# Fatty Recipe



## catlike4

Hello Everyone
 I have another question and probably many more along the way. 
How do I go about making a Fatty? It looks so good.....
 I was going through the Gallery photo's and I became instantly hungry when I saw those picture's of the Fatty. So... somebody please share that or those recipe's please!!!! 
	

	
	
		
		



		
			





Catlike4
Kathie


----------



## walking dude

http://www.smokingmeatforums.com/for...searchid=89450

try this link........should give you a few ideas

d88de


----------



## meowey

They can be a simple as taking a 1 lb chub of bulk sausage, removing the plastic cover, and smoking it to 165°F.  It can be as involved as flattening that same bulk sausage out, putting in your choice of filling (lost of folks use cheese), and rolling it back up and smoking.

Hope this helps!

Take care, have fun, and do good!

Regards,

Meowey


----------



## minn.bill

that link pretty much sums it up dude.


----------



## bbq bubba

Here ya go...another "bubba" fatty  Pic's from start to finish!!


----------



## gramason

I don't think there is a set recipe, just roll some sausage out, and fill it with whatever you like, roll back up, smoke till 165 and enjoy.


----------



## catlike4

Hello Everyone
Thank you so much, I can't wait to try these out, are they wrapped in foil during the smoking ? I'm really new to this type of smoking, my father taught me the basic's, so.... I need a lot of help....
But keep those recipe's comming please!!!! 
	

	
	
		
		



		
		
	


	




Catlike4
Kathie
* Smellin Like Smoke is Sexy!!*


----------



## walking dude

if you wrap em in foil.......the smoke cant get to em.........unwrap em.....and maybe apply a rub.........put a thermo. in em and smoke till they reach 160 or so

d88de


----------



## gypsyseagod

here's my style.
http://www.smokingmeatforums.com/for...?threadid=9037


----------



## teacup13

i also use bulk sausage when jimmy dean or bob evans is too expensive...around here it is sometimes $5 for a chub compared to 69cents/lb for bulk sausage...

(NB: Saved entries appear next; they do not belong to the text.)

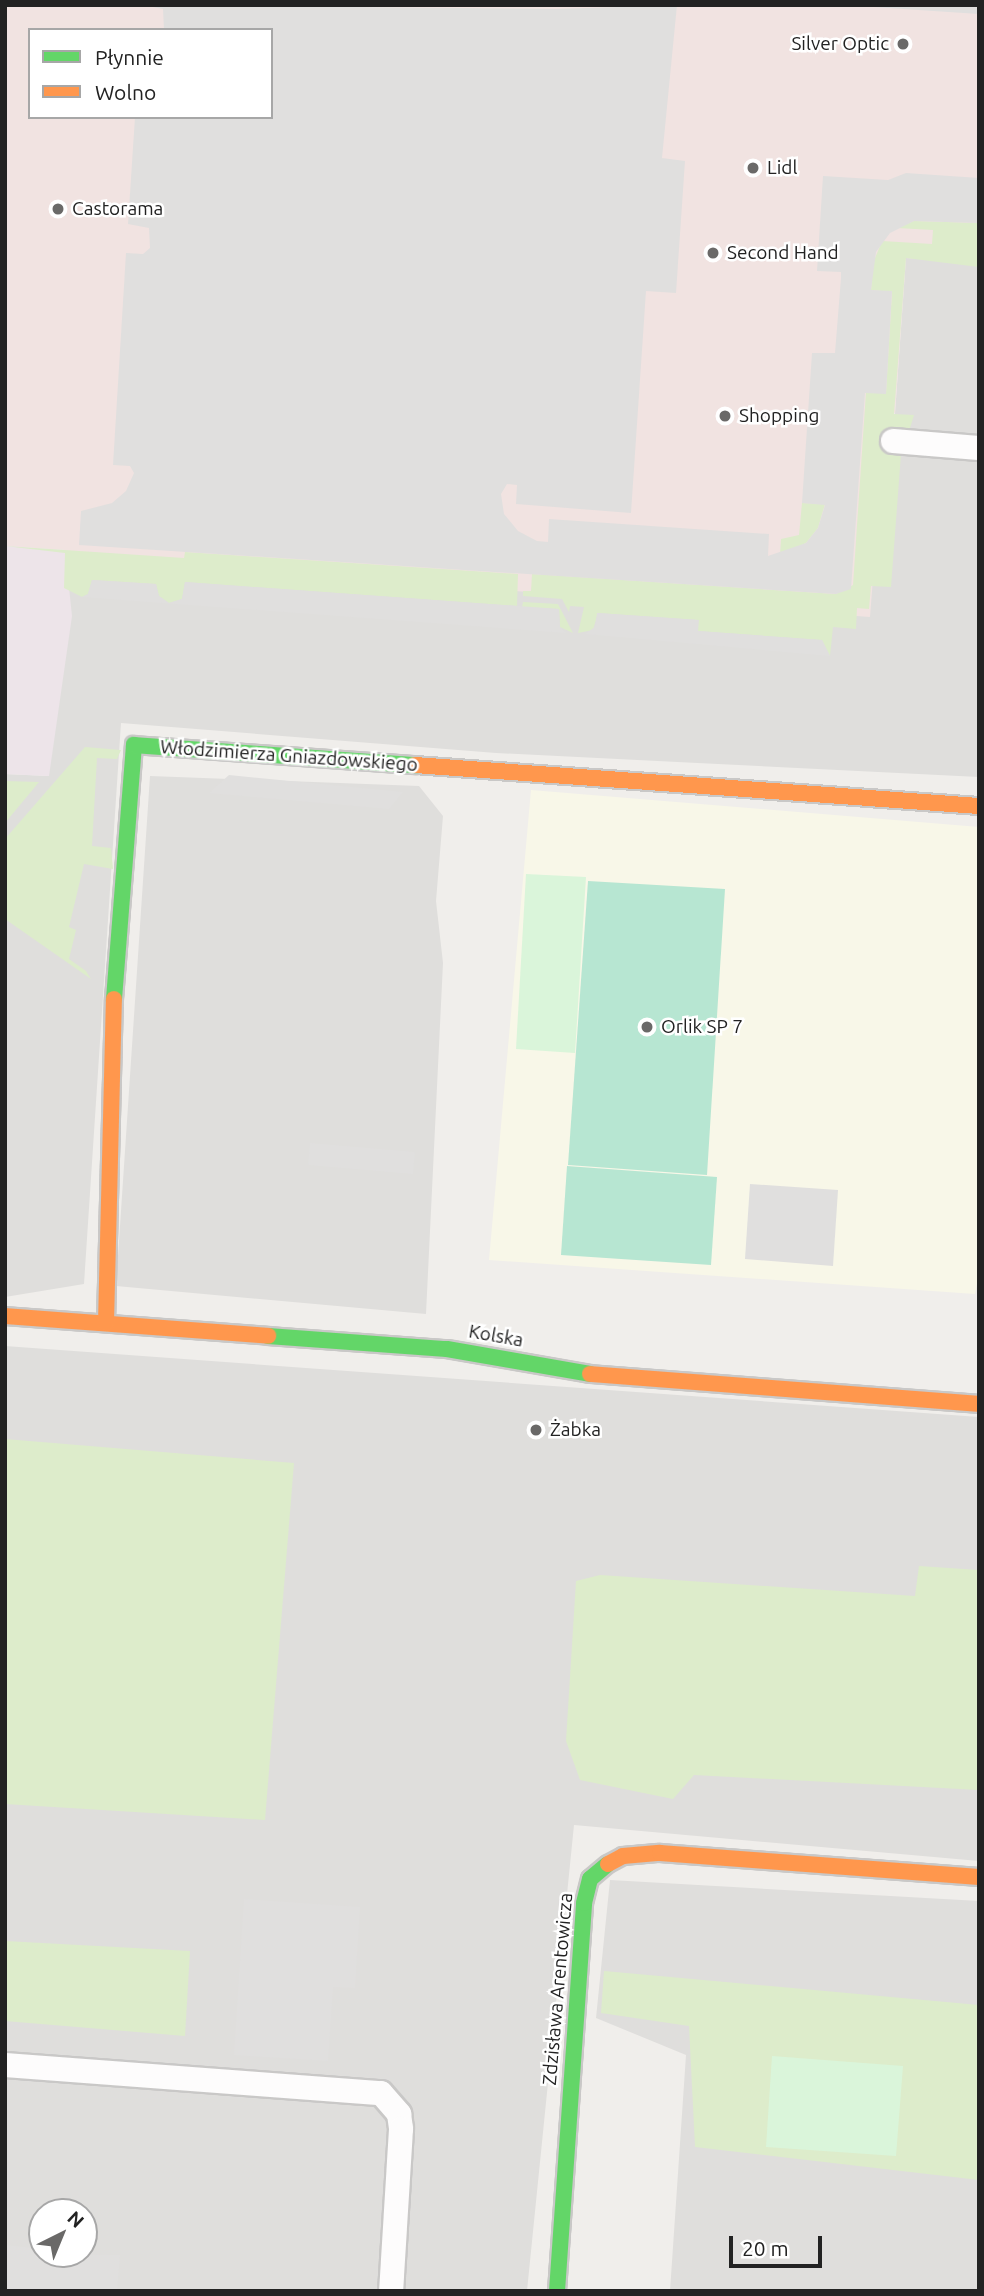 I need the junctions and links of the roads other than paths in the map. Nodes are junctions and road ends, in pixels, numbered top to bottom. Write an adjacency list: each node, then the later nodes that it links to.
1 (892, 441): 2 (street)
2 (979, 448)
3 (979, 806): 5 (street, Włodzimierza Gniazdowskiego)
4 (5, 1315): 5 (street, Kolska)
5 (106, 1323): 6 (street, Kolska)
6 (979, 1405)
7 (979, 1877): 10 (street, Zdzisława Arentowicza)
8 (5, 2065): 9 (street)
9 (391, 2291)
10 (557, 2291)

roll the bulk with your chosen mixture in plastic wrap

and follow directions like others have posted


----------



## catlike4

Okay everyone
 All looks good I've been drooling for days, they all look great,  I went back through today and I'm hungry again!! 
 Now as I said there would be a lot more questions, so here's another one... has anyone tried this with turkey sausage? 
 I'm sure if it is homemade it will need a bit more suet for a fatty, I make turkey sausage and smoke it a for a couple of pan fulls of hickory chips and it pretty good after it is cooked up. But not sure if it would be good for a fatty, what do you all think?
	

	
	
		
		



		
		
	


	




catlike4
Kathie

*Smellin Like Smoke is Sexy*


----------



## walking dude

kathie........check this link out

http://www.smokingmeatforums.com/for...?threadid=4443


d88de


----------



## geek with fire

My motto is, "when it doubt, wrap it in bacon!". Seriously, not sure if the turkey would have enough fat unless more was added. But you could to that by adding bacon. Of course it would take a lot....but nothin' wrong with that.

Having said that, if you need a quick fix, skinnies are also good. Take the small finger sausages and wrap each one with 1 piece of bacon and smoke to pork temperature. I use the maple syryp flavored sausage and they are wonderful!


----------



## deejaydebi

Kathy -

You can put anything you like in a fatty! I like apples, peppers, eggs, mushrooms, onions, cheese, ....

They can be plain, rubbed, wrapped in bacon, dough, cornbread whatever you can think of.

http://www.deejayssmokepit.net/Fattys.htm

http://www.deejayssmokepit.net/FatyAplTart.htm

http://www.deejayssmokepit.net/FatyAplBis.htm

ENjoy!


----------



## khoutdoors

Walking Dude said:


> kathie........check this link out
> 
> http://www.smokingmeatforums.com/for...?threadid=4443
> 
> 
> d88de




I'm new to the forums, so can someone tell me how to get to the links? It just keeps taking me back to the forums.


----------